Introducing New Scaled Algorithms for Improved Outlier Detection | Datadog

Introducing new scaled algorithms for improved outlier detection

Author Jee Rim

Published: 1月 26, 2017

When you want to spot hosts that are behaving differently from others, the outlier algorithms MAD and DBSCAN work well in most situations. You can tune the behavior of the algorithms by adjusting the parameters based on the expected variability of the data. In certain situations, however, you might be puzzled by your algorithm flagging outliers in a group of metrics that have very similar values.

For example, comparing usable memory across a group of Cassandra nodes using the Median Absolute Deviation (MAD) outlier algorithm with tolerance 3 and pct 30:

Can you spot the outlier?

Two of the hosts are identified as outliers even though their metric values seem very similar to those of the other hosts. Increasing the tolerance or the pct parameter removes the outliers, but it certainly seems odd that there was an outlier among such tightly grouped hosts in the first place.

This is because the MAD algorithm is designed to find outliers independent of the overall scale of the metrics. If we shift the origin of the y-axis to around 18 GB, it’s easy to see why those two hosts are outliers. But this difference is hardly noticeable at the original scale!

The outliers become clear when the scale is changed.

There are situations where you want to be notified of the absolute deviation of a host regardless of the overall scale of the metrics. For instance, the system cache read ratio for Kafka nodes is an important metric that can be considered equivalent to a database’s cache-hit ratio.
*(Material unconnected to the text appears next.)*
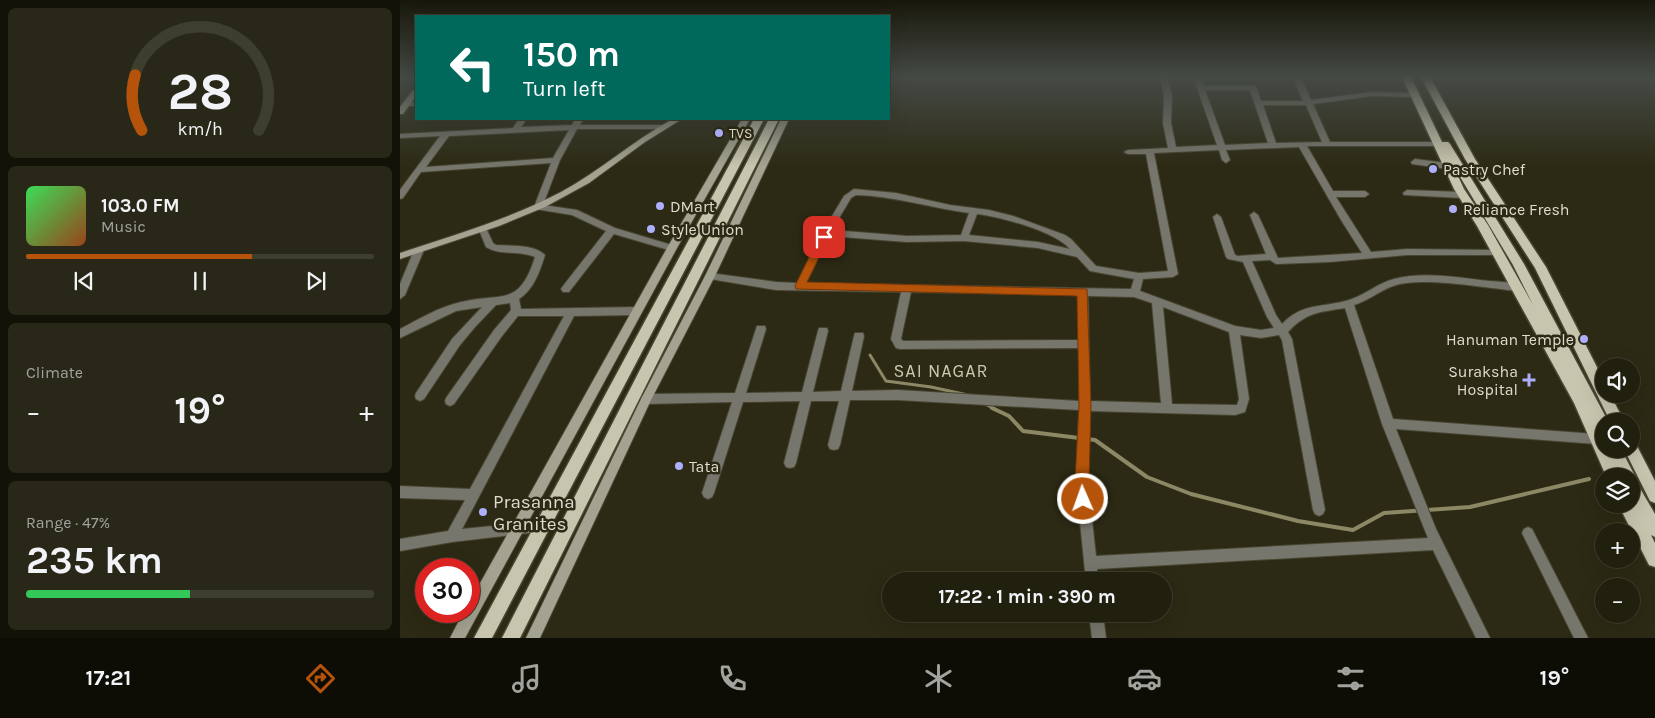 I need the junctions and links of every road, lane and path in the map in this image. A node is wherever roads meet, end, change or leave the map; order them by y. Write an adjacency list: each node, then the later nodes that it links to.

In healthy deployments, the cache read ratio rarely drops below 80 percent, but a host with this metric at 96 percent would rightly be considered an outlier if the other hosts were all showing 99 to 100 percent. In this case, the DBSCAN or MAD algorithms are the right choices, but consider shifting the origin of the y-axis in your graphs so that the deviation can be easily identified.

However, if the dispersion in your metrics is more meaningful in the context of the overall magnitude of the metrics, try switching to one of our new scaled outlier algorithms, ScaledMAD or ScaledDBSCAN. Here is a good post about meaningful differences and overall scale in timeseries data.

Introducing ScaledMAD

The ScaledMAD algorithm considers the relative scales of the divergence and the median of the data. In most cases, it will behave the same as the MAD algorithm. However, when the dispersion of the data set shrinks in comparison to the median, the distance threshold for determining whether a point is an outlier becomes a proportion of the median.

Following the example above, unlike MAD the ScaledMAD algorithm will not identify any of the hosts as an outlier since the disparity between the hosts is very small relative to the overall magnitude of the metrics. Here MAD is on the left, and ScaledMAD is on the right:

Comparison of visulizations featuring both MAD and ScaledMAD algorithms.

And here is the same timeseries, with the y-axis adjusted to expand the area of interest:

Comparison of visulizations featuring both MAD and ScaledMAD algorithms.

Introducing ScaledDBSCAN

Similar considerations apply to the density-based spatial clustering of applications with noise (DBSCAN) and ScaledDBSCAN algorithms.

As for the MAD algorithm, in the DBSCAN algorithm the distance threshold that determines whether the metrics of two hosts are close is independent of the overall scale of the metrics. This can lead to outliers within a closely clustered group of metrics when the overall scale of the metrics is large compared to the median distance between hosts and the median series.

The ScaledDBSCAN algorithm scales the initial distance threshold according to the relative magnitudes of the median series and the hosts’ distances to the median series. In most situations, it will behave the same as regular DBSCAN does. However, when the median series is large compared to the distances to the median series, assessing whether two timeseries are close will depend on the scale of the median series.

Here is a comparison of DBSCAN and ScaledDBSCAN with tolerances of 3 on field data size in a group of Elasticsearch nodes: none of the hosts are identified as outliers under the ScaledDBSCAN algorithm since the distances between the hosts and the median series are very small relative to the overall magnitude of the metrics. DBSCAN is applied to the graph on the left, and ScaledDBSCAN is on the right:

Comparison of visulizations featuring both DBSCAN and ScaledDBSCAN algorithms.

And here is the same timeseries, with the y-axis adjusted to expand the area of interest:

Comparison of visulizations featuring both MAD and ScaledMAD algorithms.

More on the way

These outlier detection improvements are just some of the many algorithmic monitoring features we’re working on. Our data science and data engineering teams are constantly adding new algorithmic graphing and alerting capabilities. Keep an eye out for new features and improvements as we roll out new tools and improve existing ones to make your monitoring as dynamic as your infrastructure.